_Exercise description:_
Every line from the start of the entries up to and including the one bearing "ring pip: (131, 129)" must be printed verbatim, without the pictures.

(Body or hand keypoint data)
# # # # # # #

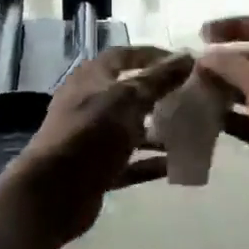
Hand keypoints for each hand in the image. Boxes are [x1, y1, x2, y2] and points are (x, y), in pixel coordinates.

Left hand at [8, 46, 194, 244]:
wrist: (54, 192)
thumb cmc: (91, 134)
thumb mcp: (128, 100)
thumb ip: (159, 80)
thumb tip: (188, 58)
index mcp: (91, 79)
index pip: (125, 56)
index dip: (153, 56)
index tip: (185, 63)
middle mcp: (89, 104)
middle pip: (130, 94)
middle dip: (161, 95)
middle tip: (193, 98)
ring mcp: (92, 138)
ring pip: (131, 129)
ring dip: (159, 131)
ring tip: (191, 132)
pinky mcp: (97, 169)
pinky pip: (130, 162)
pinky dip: (150, 162)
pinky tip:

# # # # # # #

_Written answer:_
Hand keypoints for each hand in the image. Boxes are [x1, y1, x2, y2] and points are (x, y), in pixel coordinates.

Left hand at [8, 46, 194, 244]:
wrist: (54, 192)
thumb cmc: (91, 134)
thumb mcp: (128, 100)
thumb ip: (159, 80)
thumb tip: (188, 58)
index mcp: (91, 79)
index pip: (125, 56)
index dip: (153, 56)
index tip: (185, 63)
middle mcp: (89, 104)
middle pip: (130, 94)
middle dip: (161, 95)
middle tip: (193, 98)
ring mcp: (92, 138)
ring pip: (131, 129)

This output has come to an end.